Razzismo e xenofobia. Proposta di intervento in una assemblea.

A mio capire, il razzismo e la xenofobia sono composti da due prevalenti parti: l’una dice l’avversione verso una data struttura somatica, l’altra dice l’avversione verso la cultura di provenienza di quella data struttura.

Squilibri e/o squilibrati di vario genere a parte, non credo che l’avversione verso una data umanità sia prevalente nell’italiano; non prevalente ma indubbiamente presente, invece, l’avversione verso alterne forme culturali e/o di vita, indubbiamente motivata dalla nostra ignoranza sugli usi e costumi di popoli da noi emigrati: motivata anche, però, dall’ignoranza in cui ci lasciano gli emigranti fra di noi.

Ulteriormente motivata, la nostra ignoranza, anche da un isolamento, che se da un lato è necessario all’emigrante per preservare la sua identità di origine, dall’altro lo rinchiude in un errore perché contribuisce a mantenere la separazione fra umanità, e quindi, il proseguo della reciproca avversione che chiamiamo razzismo, che chiamiamo xenofobia; razzismo e xenofobia, che se infettano la mente italiana, non di meno (amara constatazione) infettano la mente straniera, col risultato di ammalare ulteriormente quella italiana.

Tanto quanto l’emigrante sa rendersi in comune con il paese e la cultura che l’ospita, quindi, e tanto quanto contribuirà alla cessazione del razzismo e della xenofobia, non solo nella mente italiana, (come sostengo) ma anche nella sua, che vedendosi rifiutata, con razzismo e xenofobia reagisce a sua erronea difesa.

L’emigrazione non può essere composta solamente da un trasferimento di una volontà di lavoro e di guadagno da un paese ad un altro, ma anche dall’interiore trasferimento di una volontà di vita da rendere comune cultura, comune paese. Se noi, Paesi ospitanti, abbiamo il dovere di pulire la nostra mente da multi motivate avversioni verso le culture altre, non di meno l’emigrante, appunto, deve farsi carico del dovere di aiutarci (e non per ultimo, di aiutarsi) a pulire la nostra mente da quegli ostracismi.

E’ un dovere, questo, che non può essere solamente delegato ai Centri ausiliari l’emigrazione e/o al Volontario; è un dovere che l’emigrante deve affrontare, anche semplicemente adeguando i suoi quotidiani bisogni e il suo quotidiano vissuto, ai quotidiani bisogni e ai quotidiani vissuti in cui si trova a convivere, e/o a lavorare. Lo deve fare per il suo presente, e non di meno per il futuro dei suoi figli; ed è al futuro dei figli degli emigranti che in questo momento penso, e che più pesantemente mi preoccupa.
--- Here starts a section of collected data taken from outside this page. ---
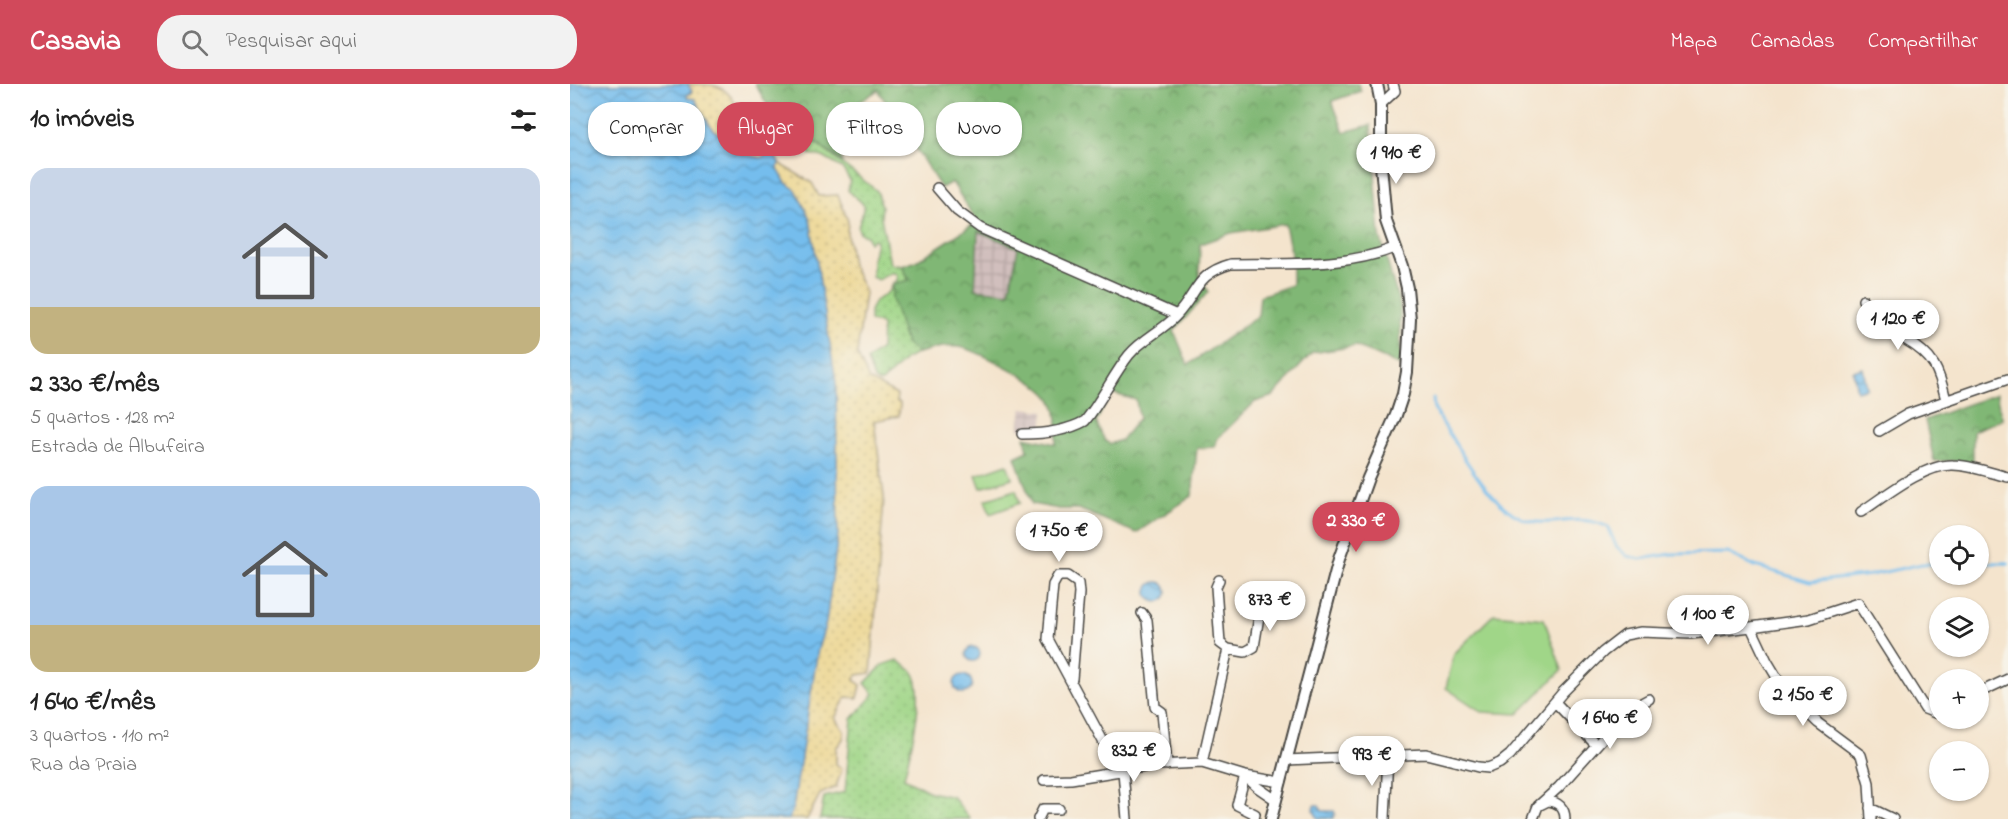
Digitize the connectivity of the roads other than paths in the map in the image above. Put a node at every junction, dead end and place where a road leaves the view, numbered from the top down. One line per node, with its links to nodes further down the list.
1 (1377, 84): 3 (street)
2 (1393, 84): 3 (street)
3 (1381, 104): 5 (street)
4 (937, 188): 7 (street)
5 (1394, 248): 7 (street); 28 (street)
6 (1863, 300): 9 (street)
7 (1177, 315): 11 (street)
8 (2008, 379): 9 (street)
9 (1946, 400): 10 (street)
10 (1879, 431)
11 (1022, 434)
12 (2008, 477): 13 (street)
13 (1861, 512)
14 (1219, 580): 18 (street)
15 (1249, 595): 18 (street)
16 (1142, 613): 31 (street)
17 (1751, 627): 23 (street); 24 (street); 41 (street)
18 (1228, 649): 29 (street)
19 (1072, 679): 19 (street); 27 (street)
20 (2008, 679): 21 (street)
21 (1989, 688)
22 (1649, 699): 25 (street)
23 (1555, 702): 25 (street); 26 (street)
24 (1929, 711)
25 (1596, 745): 37 (street)
26 (1388, 755): 28 (street); 47 (street)
27 (1117, 759): 30 (street); 32 (street); 33 (street)
28 (1286, 760): 36 (street)
29 (1202, 763): 31 (street); 34 (street)
30 (1156, 765): 31 (street); 32 (street)
31 (1167, 765)
32 (1123, 771): 33 (street); 44 (street)
33 (1109, 773): 35 (street)
34 (1245, 776): 36 (street); 38 (street); 45 (street)
35 (1044, 780)
36 (1281, 782): 38 (street)
37 (1559, 787): 39 (street); 40 (street)
38 (1276, 800): 46 (street)
39 (1559, 804): 40 (street); 49 (street)
40 (1538, 806): 48 (street)
41 (1870, 808): 50 (street); 51 (street)
42 (1059, 809): 43 (street)
43 (1038, 819)
44 (1128, 819)
45 (1254, 819)
46 (1270, 819)
47 (1385, 819)
48 (1533, 819)
49 (1565, 819)
50 (1871, 819)
51 (1893, 819)

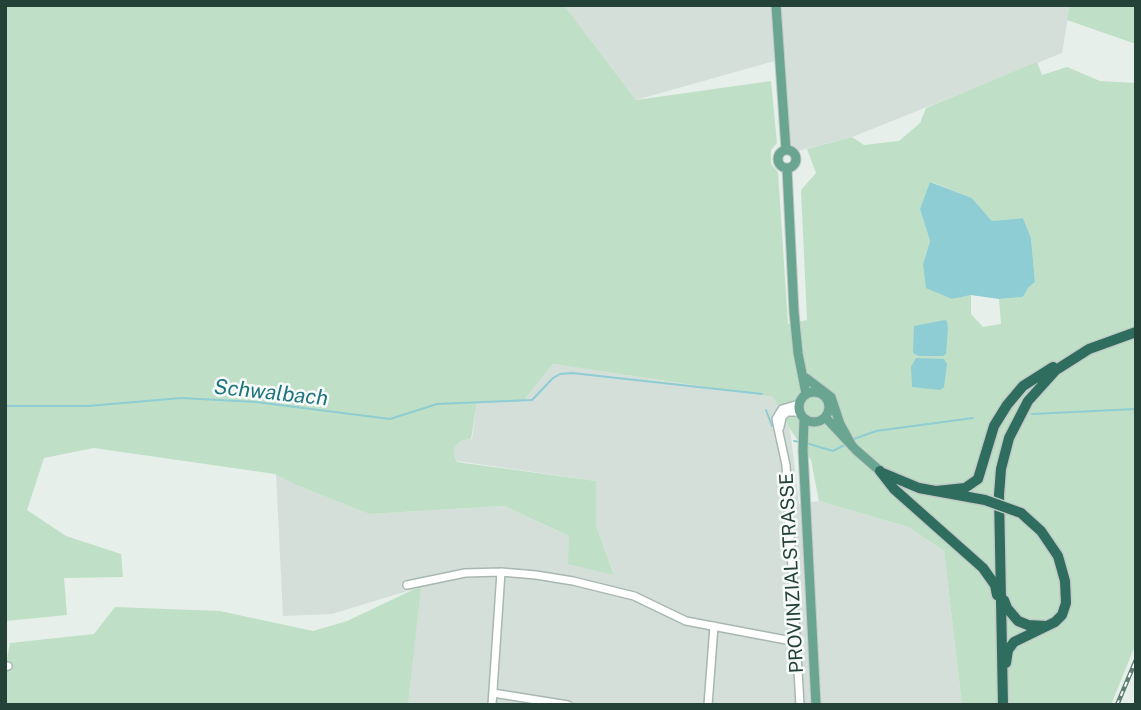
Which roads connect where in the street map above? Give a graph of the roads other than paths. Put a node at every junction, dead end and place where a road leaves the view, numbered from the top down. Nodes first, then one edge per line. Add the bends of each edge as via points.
1 (776, 5) edge
2 (1136, 332) edge
3 (1072, 359) junction
4 (805, 377) junction
5 (810, 393) junction
6 (804, 414) junction
7 (826, 418) junction
8 (845, 437) junction
9 (880, 471) junction
10 (936, 491) junction
11 (501, 572) junction
12 (1001, 580) junction
13 (407, 585) dead end
14 (714, 626) junction
15 (1049, 626) junction
16 (1002, 632) junction
17 (797, 642) junction
18 (493, 693) junction
19 (1003, 699) edge
20 (492, 705) edge
21 (568, 705) edge
22 (708, 705) edge
23 (800, 705) edge
24 (817, 705) edge

1 - 4 main road via 786,150 796,158 788,168 794,312
2 - 3 highway
3 - 10 highway via 1034,378 1007,405 991,435 983,471 973,485
3 - 12 highway via 1035,391 1006,447 999,495
4 - 5 main road
4 - 8 main road via 831,397
5 - 6 main road, PROVINZIALSTRASSE
5 - 7 main road via 828,399
6 - 7 main road
6 - 17 street via 786,406 776,419 786,465
6 - 24 main road, PROVINZIALSTRASSE
7 - 8 main road
8 - 9 main road
9 - 10 highway via 905,484
9 - 16 highway via 991,578
10 - 15 highway, bridge via 985,500 1021,513 1041,531 1063,569 1067,593 1062,615
11 - 13 street via 465,573
11 - 14 street via 573,581 634,596 686,621
11 - 18 street
12 - 15 highway via 1004,601 1018,621
12 - 16 highway
14 - 17 street
14 - 22 street
15 - 19 highway via 1022,636 1008,650
16 - 19 highway
17 - 23 street
18 - 20 street
18 - 21 street

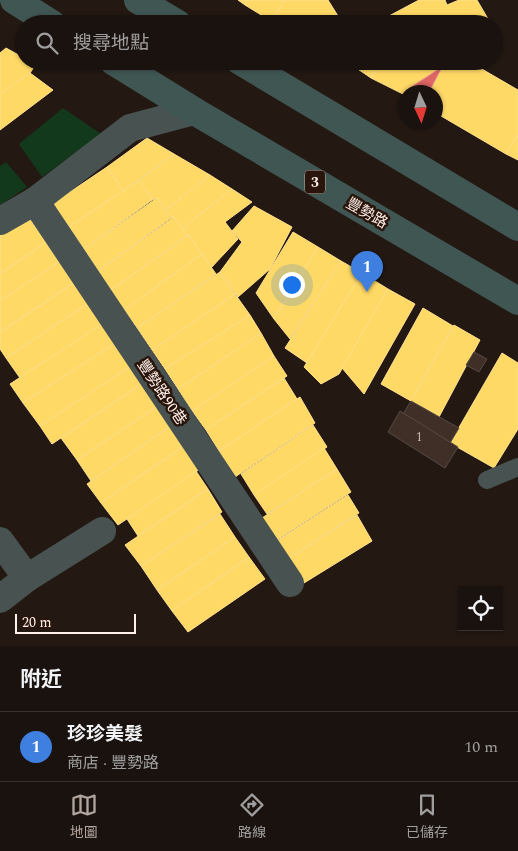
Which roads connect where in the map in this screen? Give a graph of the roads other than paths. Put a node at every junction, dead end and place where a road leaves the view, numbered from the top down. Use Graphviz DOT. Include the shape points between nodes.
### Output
graph roads {
  1 [pos="14,0"];
  2 [pos="138,0"];
  3 [pos="38,15"];
  4 [pos="163,15"];
  5 [pos="128,70"];
  6 [pos="255,70"];
  7 [pos="194,111"];
  8 [pos="35,201"];
  9 [pos="0,221"];
  10 [pos="518,227"];
  11 [pos="518,301"];
  12 [pos="518,467"];
  13 [pos="487,480"];
  14 [pos="102,531"];
  15 [pos="0,541"];
  16 [pos="27,578"];
  17 [pos="290,583"];
  18 [pos="0,599"];
  1 -- 3 [label="main road"];
  2 -- 4 [label="main road"];
  5 -- 7 [label="main road, 豐勢路 / 3"];
  6 -- 10 [label="main road"];
  7 -- 8 [label="street" via="130,128"];
  7 -- 11 [label="main road, 豐勢路 / 3"];
  8 -- 9 [label="street"];
  8 -- 17 [label="street, 豐勢路90巷"];
  12 -- 13 [label="lane"];
  14 -- 16 [label="street"];
  15 -- 16 [label="street"];
  16 -- 18 [label="street"];
}
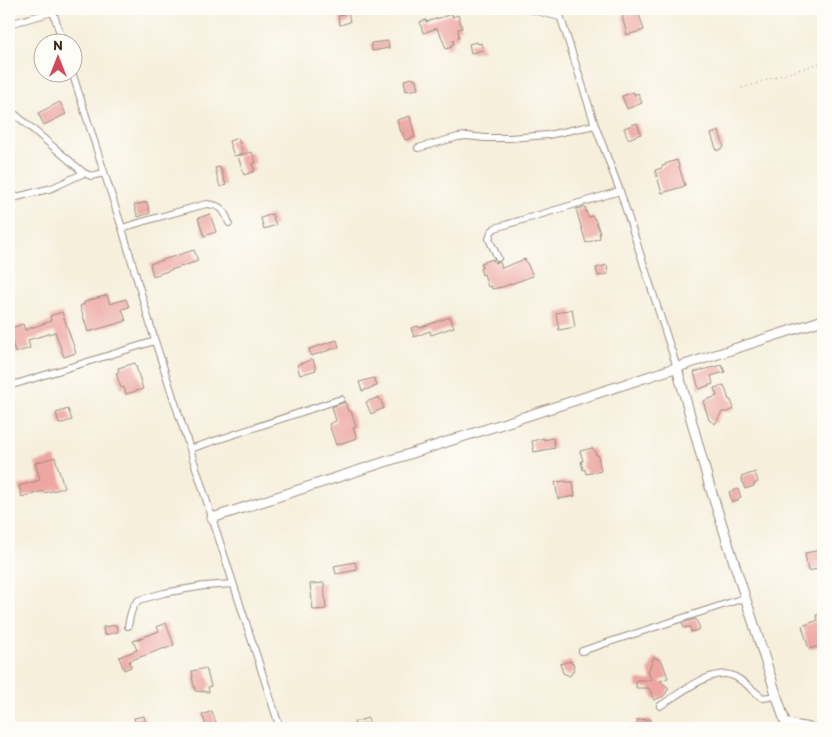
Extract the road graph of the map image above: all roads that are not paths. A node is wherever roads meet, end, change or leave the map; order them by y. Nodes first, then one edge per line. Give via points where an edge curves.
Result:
1 (450, 9) edge
2 (529, 9) edge
3 (558, 9) edge
4 (52, 10) edge
5 (429, 11) dead end
6 (560, 17) junction
7 (9, 24) edge
8 (60, 32) edge
9 (75, 82) edge
10 (16, 115) dead end
11 (595, 125) junction
12 (418, 148) dead end
13 (84, 173) junction
14 (104, 173) junction
15 (620, 190) junction
16 (9, 199) edge
17 (229, 223) dead end
18 (122, 228) junction
19 (498, 258) dead end
20 (823, 320) edge
21 (155, 341) junction
22 (677, 368) junction
23 (9, 386) edge
24 (340, 399) dead end
25 (190, 449) junction
26 (212, 518) junction
27 (234, 584) junction
28 (744, 598) junction
29 (128, 626) dead end
30 (582, 651) dead end
31 (776, 696) junction
32 (660, 706) dead end
33 (786, 725) edge
34 (280, 728) edge
35 (818, 728) edge

1 - 5 street
2 - 6 street
3 - 6 street
4 - 7 street
4 - 8 street
6 - 11 street
9 - 14 street
10 - 13 street
11 - 12 street via 548,135 458,137
11 - 15 street
13 - 14 street via 91,176
13 - 16 street via 52,188
14 - 18 street
15 - 19 street via 495,228 489,239
15 - 22 street
17 - 18 street via 220,207 206,204
18 - 21 street
20 - 22 street
21 - 23 street
21 - 25 street
22 - 26 street
22 - 28 street via 708,484
24 - 25 street
25 - 26 street
26 - 27 street
27 - 29 street via 204,586 139,600 133,606
27 - 34 street
28 - 30 street
28 - 31 street
31 - 32 street via 763,698 738,679 721,674 704,678
31 - 33 street
33 - 35 street

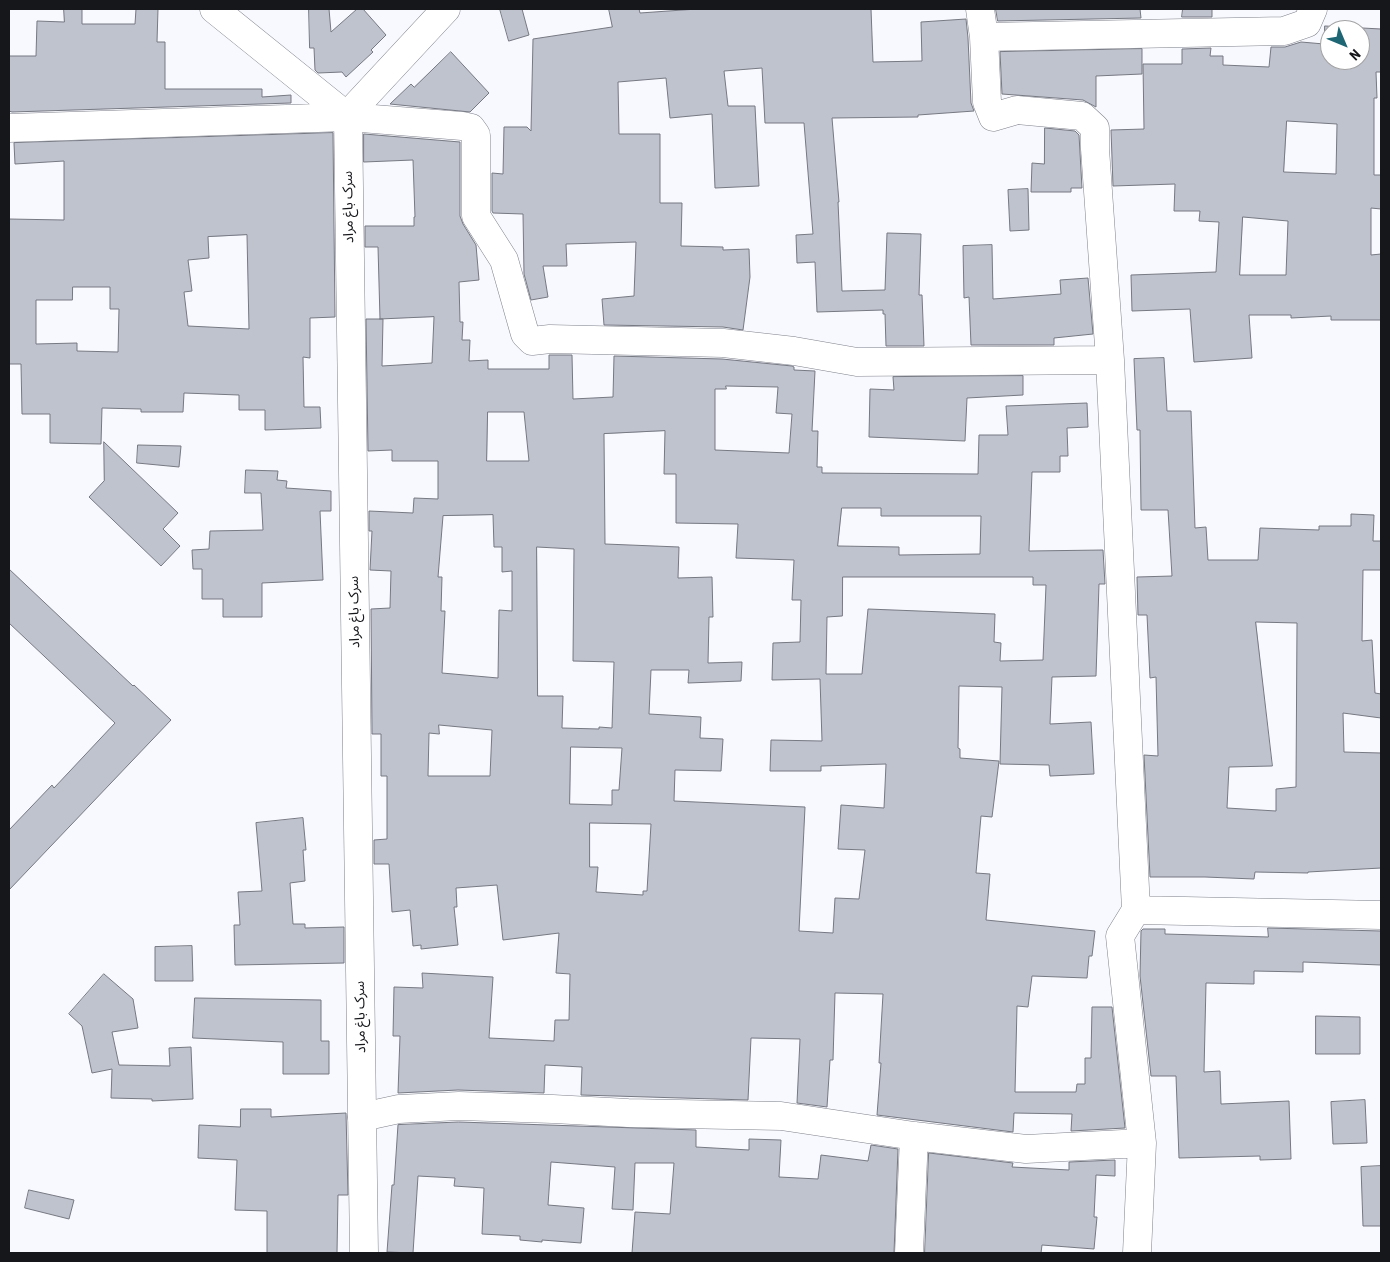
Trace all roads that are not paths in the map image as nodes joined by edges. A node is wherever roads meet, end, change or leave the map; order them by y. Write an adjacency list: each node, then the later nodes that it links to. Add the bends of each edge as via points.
1 (214, 9): 6 (street)
2 (446, 9): 6 (street)
3 (980, 9): 5 (street)
4 (1313, 9): 5 (street, via 1308,23 1284,30)
5 (984, 37): 8 (street, via 987,102 993,117 1017,110 1082,116 1096,128)
6 (348, 117): 7 (street); 8 (street, via 472,128 476,135 476,216 504,260 525,334 532,341 723,343 857,362); 11 (street, سرک باغ مراد)
7 (9, 128)
8 (1110, 360): 9 (street)
9 (1136, 910): 10 (street); 13 (street, via 1120,936)
10 (1381, 915)
11 (362, 1117): 12 (street, via 399,1109 459,1106 781,1116); 14 (street, سرک باغ مراد)
12 (914, 1136): 13 (street, via 1026,1149); 15 (street)
13 (1142, 1143): 16 (street)
14 (364, 1253)
15 (909, 1253)
16 (1137, 1253)

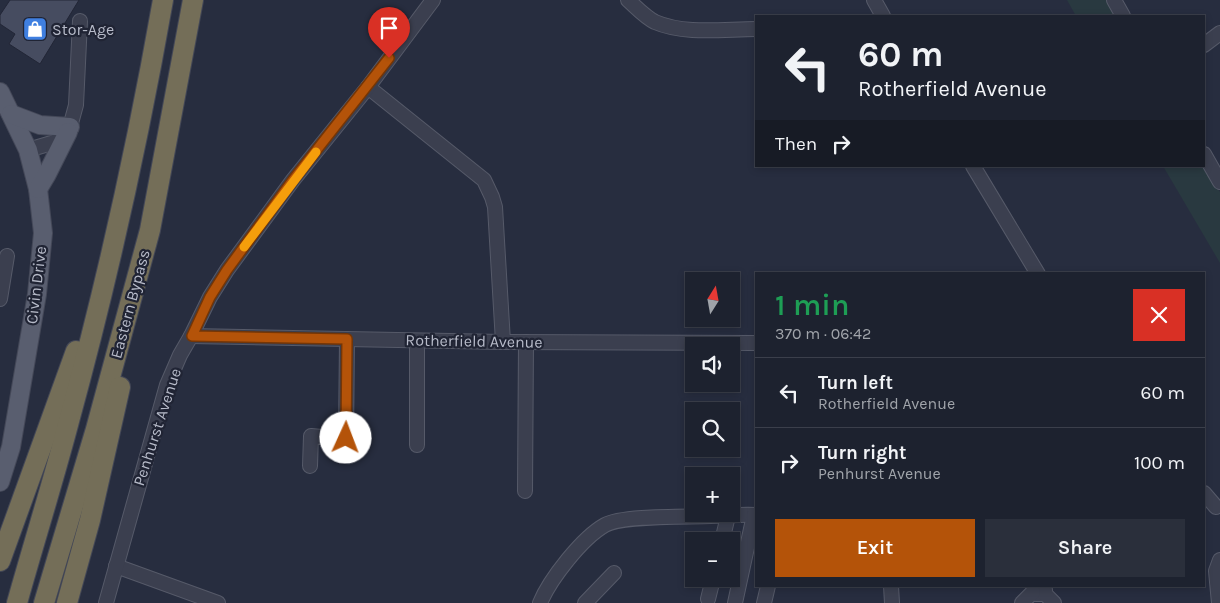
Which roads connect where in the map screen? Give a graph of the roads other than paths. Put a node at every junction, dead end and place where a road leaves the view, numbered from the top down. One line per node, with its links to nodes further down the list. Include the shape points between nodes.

Chi ausilia l’emigrante (Centro o Volontario che sia) è come un medico. Capita ai Centri di Volontariato e/o ai Volontari, di non poter far nulla per una data situazione, così come i medici si ritrovano a non poter far nulla verso una data malattia, o verso il dato malato. Come un medico in inguaribili realtà subisce dei grossi moti di una impotenza che rischia di essere vissuta come un personale fallimento, così, anche il Centro assistenziale, così, anche il Volontario.

E’ tutto fuorché facile dire di no ad un bisognoso; e se un no può essere talmente pesante da porre in sofferenza l’esistere di un emigrante, non di meno pone in sofferenza, quel no, l’esistere del Centro e/o di un Volontario. Sappia e ricordi, l’Emigrante, che un Centro assistenziale e/o un Volontario non è uno stipendiato passacarte, e buona notte al secchio se non ci riesce! Sappia e ricordi, l’Emigrante, che, con le carte che necessariamente passiamo, c’è il nostro amore per la vita, e non di meno, per la sua.